• Task details: For each line in the material below that holds "edges", copy that line.

• Data listing:
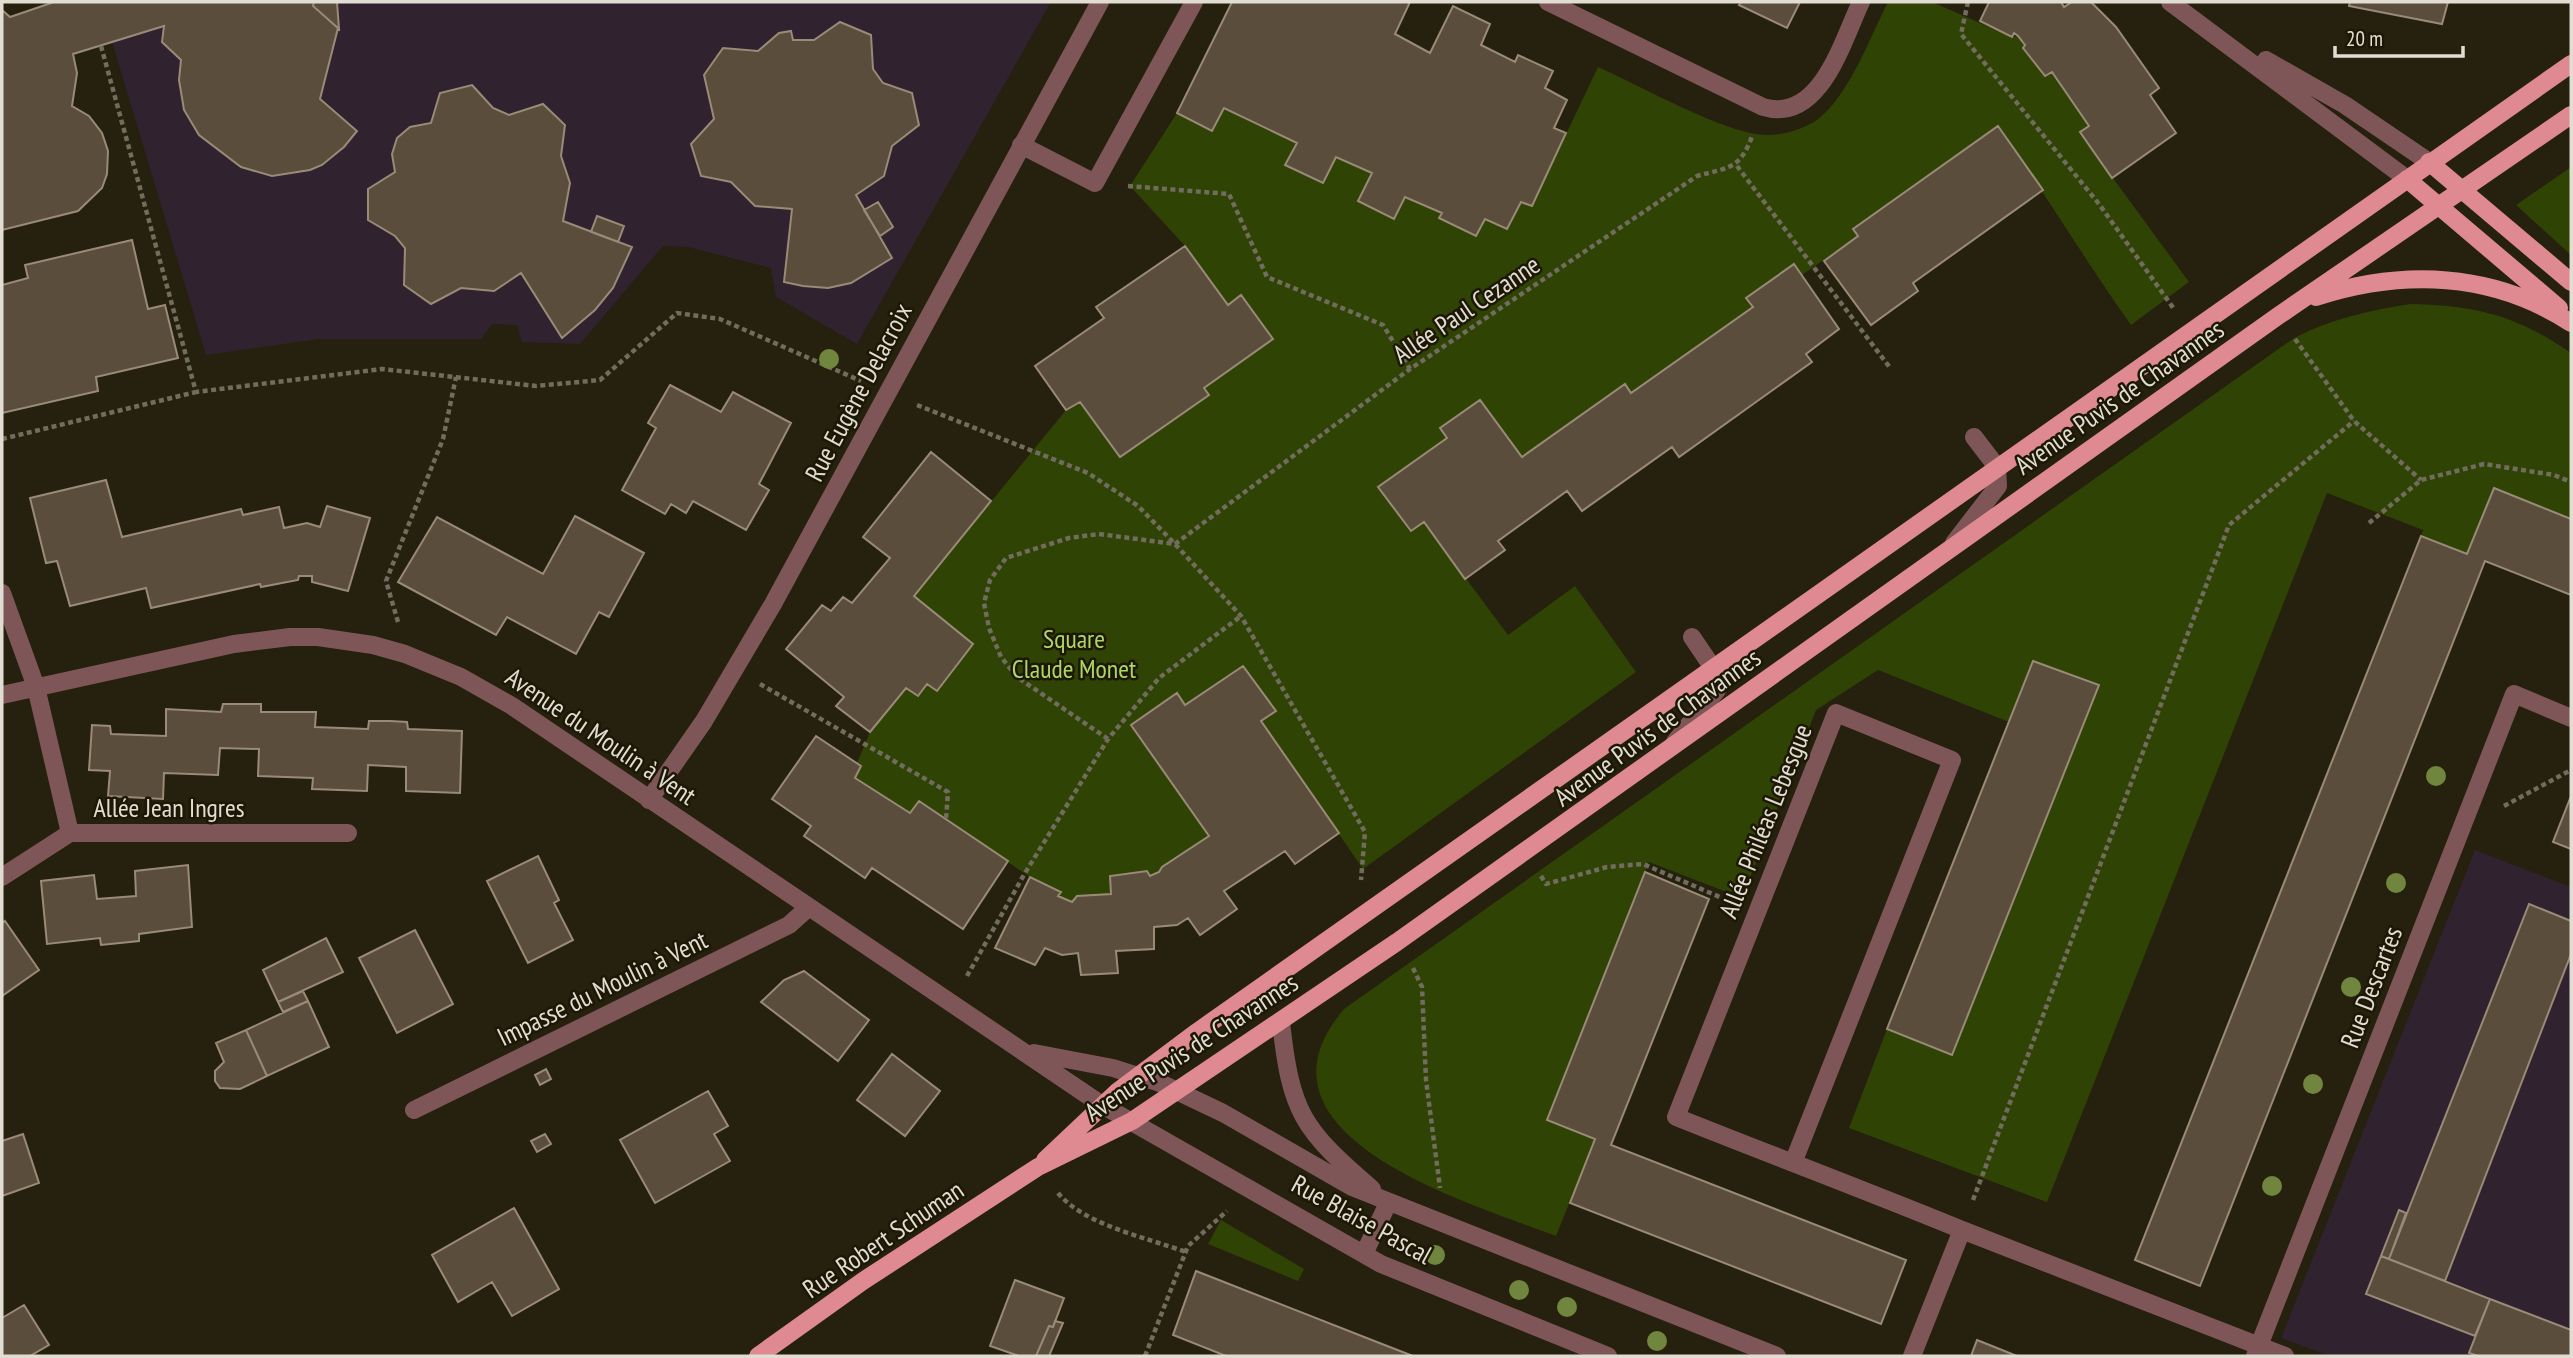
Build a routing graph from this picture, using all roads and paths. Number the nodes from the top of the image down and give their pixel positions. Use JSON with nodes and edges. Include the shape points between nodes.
{"nodes":[{"id":1,"x":1100,"y":2,"type":"edge"},
{"id":2,"x":1194,"y":2,"type":"edge"},
{"id":3,"x":1548,"y":2,"type":"edge"},
{"id":4,"x":1861,"y":2,"type":"edge"},
{"id":5,"x":1968,"y":2,"type":"edge"},
{"id":6,"x":2170,"y":2,"type":"edge"},
{"id":7,"x":2196,"y":19,"type":"junction"},
{"id":8,"x":101,"y":46,"type":"dead end"},
{"id":9,"x":2571,"y":64,"type":"edge"},
{"id":10,"x":1763,"y":107,"type":"junction"},
{"id":11,"x":2571,"y":115,"type":"edge"},
{"id":12,"x":1021,"y":145,"type":"junction"},
{"id":13,"x":2429,"y":162,"type":"junction"},
{"id":14,"x":1737,"y":166,"type":"junction"},
{"id":15,"x":2407,"y":179,"type":"junction"},
{"id":16,"x":1095,"y":183,"type":"junction"},
{"id":17,"x":2463,"y":190,"type":"junction"},
{"id":18,"x":2439,"y":204,"type":"junction"},
{"id":19,"x":2571,"y":282,"type":"edge"},
{"id":20,"x":2297,"y":303,"type":"junction"},
{"id":21,"x":2278,"y":316,"type":"junction"},
{"id":22,"x":2571,"y":321,"type":"edge"},
{"id":23,"x":2190,"y":331,"type":"junction"},
{"id":24,"x":1410,"y":369,"type":"junction"},
{"id":25,"x":1891,"y":369,"type":"dead end"},
{"id":26,"x":456,"y":377,"type":"junction"},
{"id":27,"x":196,"y":392,"type":"junction"},
{"id":28,"x":887,"y":392,"type":"junction"},
{"id":29,"x":2354,"y":421,"type":"junction"},
{"id":30,"x":1975,"y":437,"type":"dead end"},
{"id":31,"x":2,"y":439,"type":"edge"},
{"id":32,"x":1997,"y":467,"type":"junction"},
{"id":33,"x":2421,"y":480,"type":"junction"},
{"id":34,"x":2571,"y":482,"type":"edge"},
{"id":35,"x":2369,"y":523,"type":"dead end"},
{"id":36,"x":1175,"y":544,"type":"junction"},
{"id":37,"x":1948,"y":552,"type":"junction"},
{"id":38,"x":2,"y":593,"type":"edge"},
{"id":39,"x":1241,"y":616,"type":"junction"},
{"id":40,"x":1692,"y":637,"type":"dead end"},
{"id":41,"x":389,"y":650,"type":"junction"},
{"id":42,"x":1713,"y":668,"type":"junction"},
{"id":43,"x":735,"y":670,"type":"junction"},
{"id":44,"x":36,"y":687,"type":"junction"},
{"id":45,"x":2,"y":695,"type":"edge"},
{"id":46,"x":2571,"y":718,"type":"edge"},
{"id":47,"x":1108,"y":739,"type":"junction"},
{"id":48,"x":1665,"y":754,"type":"junction"},
{"id":49,"x":2571,"y":770,"type":"edge"},
{"id":50,"x":649,"y":800,"type":"junction"},
{"id":51,"x":946,"y":820,"type":"dead end"},
{"id":52,"x":2461,"y":829,"type":"junction"},
{"id":53,"x":70,"y":833,"type":"junction"},
{"id":54,"x":348,"y":834,"type":"dead end"},
{"id":55,"x":1536,"y":869,"type":"dead end"},
{"id":56,"x":2,"y":877,"type":"edge"},
{"id":57,"x":1360,"y":891,"type":"dead end"},
{"id":58,"x":809,"y":907,"type":"junction"},
{"id":59,"x":1757,"y":912,"type":"junction"},
{"id":60,"x":1410,"y":959,"type":"dead end"},
{"id":61,"x":952,"y":1002,"type":"junction"},
{"id":62,"x":1281,"y":1022,"type":"junction"},
{"id":63,"x":1027,"y":1052,"type":"junction"},
{"id":64,"x":1137,"y":1075,"type":"junction"},
{"id":65,"x":1178,"y":1091,"type":"junction"},
{"id":66,"x":1102,"y":1105,"type":"junction"},
{"id":67,"x":414,"y":1110,"type":"dead end"},
{"id":68,"x":1132,"y":1121,"type":"junction"},
{"id":69,"x":1793,"y":1163,"type":"junction"},
{"id":70,"x":1038,"y":1167,"type":"junction"},
{"id":71,"x":1251,"y":1188,"type":"junction"},
{"id":72,"x":1440,"y":1192,"type":"dead end"},
{"id":73,"x":1388,"y":1203,"type":"junction"},
{"id":74,"x":1962,"y":1230,"type":"junction"},
{"id":75,"x":1186,"y":1252,"type":"junction"},
{"id":76,"x":1364,"y":1254,"type":"junction"},
{"id":77,"x":2257,"y":1351,"type":"edge"},
{"id":78,"x":758,"y":1356,"type":"edge"},
{"id":79,"x":1145,"y":1356,"type":"edge"},
{"id":80,"x":1608,"y":1356,"type":"edge"},
{"id":81,"x":1777,"y":1356,"type":"edge"},
{"id":82,"x":1912,"y":1356,"type":"edge"},
{"id":83,"x":2285,"y":1356,"type":"edge"}],
"edges":[{"from":1,"to":12,"type":"street","name":"Rue Eugène Delacroix"},
{"from":2,"to":16,"type":"street"},
{"from":3,"to":10,"type":"street"},
{"from":4,"to":10,"type":"street","via":[[1819,88],[1797,106],[1784,110]]},
{"from":5,"to":23,"type":"path","via":[[1961,34],[2099,204]]},
{"from":6,"to":7,"type":"street"},
{"from":7,"to":13,"type":"street","via":[[2345,105]]},
{"from":7,"to":15,"type":"street"},
{"from":8,"to":27,"type":"path"},
{"from":9,"to":13,"type":"main road","name":"Avenue Puvis de Chavannes"},
{"from":10,"to":14,"type":"path","via":[[1746,155]]},
{"from":11,"to":17,"type":"main road","name":"Avenue Puvis de Chavannes"},
{"from":12,"to":16,"type":"street"},
{"from":12,"to":28,"type":"street","name":"Rue Eugène Delacroix"},
{"from":13,"to":15,"type":"main road","name":"Avenue Puvis de Chavannes"},
{"from":13,"to":17,"type":"main road"},
{"from":14,"to":24,"type":"path","name":"Allée Paul Cezanne","via":[[1697,176]]},
{"from":14,"to":25,"type":"path"},
{"from":15,"to":18,"type":"main road"},
{"from":15,"to":23,"type":"main road","name":"Avenue Puvis de Chavannes"},
{"from":16,"to":24,"type":"path","via":[[1230,194],[1267,277],[1382,325]]},
{"from":17,"to":18,"type":"main road","name":"Avenue Puvis de Chavannes"},
{"from":17,"to":19,"type":"main road"},
{"from":18,"to":20,"type":"main road","name":"Avenue Puvis de Chavannes"},
{"from":18,"to":22,"type":"main road"},
{"from":20,"to":21,"type":"main road","name":"Avenue Puvis de Chavannes"},
{"from":20,"to":22,"type":"main road","via":[[2376,281],[2434,278],[2507,293]]},
{"from":21,"to":29,"type":"path"},
{"from":21,"to":37,"type":"main road","name":"Avenue Puvis de Chavannes"},
{"from":23,"to":32,"type":"main road","name":"Avenue Puvis de Chavannes"},
{"from":24,"to":36,"type":"path","name":"Allée Paul Cezanne"},
{"from":26,"to":27,"type":"path","via":[[382,369]]},
{"from":26,"to":28,"type":"path","via":[[536,386],[600,380],[677,313],[720,319]]},
{"from":26,"to":41,"type":"path","via":[[443,439],[386,581],[400,618]]},
{"from":27,"to":31,"type":"path"},
{"from":28,"to":36,"type":"path","via":[[1088,473],[1138,506]]},
{"from":28,"to":43,"type":"street","name":"Rue Eugène Delacroix"},
{"from":29,"to":33,"type":"path"},
{"from":29,"to":74,"type":"path","via":[[2229,525]]},
{"from":30,"to":32,"type":"street"},
{"from":32,"to":37,"type":"street","via":[[1998,486]]},
{"from":32,"to":42,"type":"main road","name":"Avenue Puvis de Chavannes"},
{"from":33,"to":34,"type":"path","via":[[2484,464]]},
{"from":33,"to":35,"type":"path"},
{"from":36,"to":39,"type":"path"},
{"from":36,"to":47,"type":"path","via":[[1099,534],[1069,538],[1006,558],[990,580],[984,603],[1001,657],[1017,677]]},
{"from":37,"to":48,"type":"main road","name":"Avenue Puvis de Chavannes"},
{"from":38,"to":44,"type":"street"},
{"from":39,"to":47,"type":"path","via":[[1159,678]]},
{"from":39,"to":57,"type":"path","via":[[1365,832]]},
{"from":40,"to":42,"type":"street"},
{"from":41,"to":44,"type":"street","name":"Avenue du Moulin à Vent","via":[[318,637],[262,639]]},
{"from":41,"to":50,"type":"street","name":"Avenue du Moulin à Vent","via":[[488,691]]},
{"from":42,"to":48,"type":"street","via":[[1717,690]]},
{"from":42,"to":64,"type":"main road","name":"Avenue Puvis de Chavannes"},
{"from":43,"to":50,"type":"street","name":"Rue Eugène Delacroix"},
{"from":43,"to":51,"type":"path","via":[[948,792]]},
{"from":44,"to":45,"type":"street","name":"Avenue du Moulin à Vent"},
{"from":44,"to":53,"type":"street"},
{"from":46,"to":52,"type":"street","name":"Rue Descartes","via":[[2514,694]]},
{"from":47,"to":61,"type":"path"},
{"from":48,"to":62,"type":"main road","name":"Avenue Puvis de Chavannes"},
{"from":49,"to":52,"type":"path"},
{"from":50,"to":58,"type":"street","name":"Avenue du Moulin à Vent"},
{"from":52,"to":77,"type":"street","name":"Rue Descartes"},
{"from":53,"to":54,"type":"street","name":"Allée Jean Ingres"},
{"from":53,"to":56,"type":"street","name":"Allée Jean Ingres"},
{"from":55,"to":59,"type":"path","via":[[1546,884],[1607,867],[1643,864]]},
{"from":58,"to":61,"type":"street","name":"Avenue du Moulin à Vent"},
{"from":58,"to":67,"type":"street","name":"Impasse du Moulin à Vent","via":[[789,925]]},
{"from":59,"to":69,"type":"street","name":"Allée Philéas Lebesgue","via":[[1676,1117]]},
{"from":59,"to":69,"type":"street","name":"Allée Philéas Lebesgue","via":[[1836,713],[1952,760]]},
{"from":60,"to":72,"type":"path","via":[[1422,987],[1426,1080]]},
{"from":61,"to":63,"type":"street","name":"Avenue du Moulin à Vent"},
{"from":62,"to":65,"type":"main road","name":"Avenue Puvis de Chavannes"},
{"from":62,"to":73,"type":"street","name":"Rue Blaise Pascal","via":[[1286,1069],[1300,1114],[1324,1147]]},
{"from":63,"to":64,"type":"street","name":"Rue Blaise Pascal"},
{"from":63,"to":66,"type":"street","name":"Avenue du Moulin à Vent"},
{"from":64,"to":65,"type":"street","name":"Rue Blaise Pascal"},
{"from":64,"to":66,"type":"main road","name":"Avenue Puvis de Chavannes"},
{"from":65,"to":68,"type":"main road","name":"Avenue Puvis de Chavannes"},
{"from":65,"to":73,"type":"street","name":"Rue Blaise Pascal"},
{"from":66,"to":68,"type":"street","name":"Rue Blaise Pascal"},
{"from":66,"to":70,"type":"main road","name":"Avenue Puvis de Chavannes"},
{"from":68,"to":70,"type":"main road","name":"Avenue Puvis de Chavannes"},
{"from":68,"to":71,"type":"street","name":"Rue Blaise Pascal"},
{"from":69,"to":74,"type":"street","name":"Allée Philéas Lebesgue"},
{"from":70,"to":75,"type":"path","via":[[1069,1206]]},
{"from":70,"to":78,"type":"main road","name":"Rue Robert Schuman"},
{"from":71,"to":75,"type":"path"},
{"from":71,"to":76,"type":"street","name":"Rue Blaise Pascal"},
{"from":73,"to":76,"type":"street"},
{"from":73,"to":81,"type":"street","name":"Rue Blaise Pascal"},
{"from":74,"to":77,"type":"street","name":"Allée Philéas Lebesgue"},
{"from":74,"to":82,"type":"street"},
{"from":75,"to":79,"type":"path"},
{"from":76,"to":80,"type":"street","name":"Rue Blaise Pascal","via":[[1405,1276]]},
{"from":77,"to":83,"type":"street","name":"Allée Philéas Lebesgue"}]}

• Answer box:
Build a routing graph from this picture, using all roads and paths. Number the nodes from the top of the image down and give their pixel positions. Use JSON with nodes and edges. Include the shape points between nodes.
"edges":[{"from":1,"to":12,"type":"street","name":"Rue Eugène Delacroix"},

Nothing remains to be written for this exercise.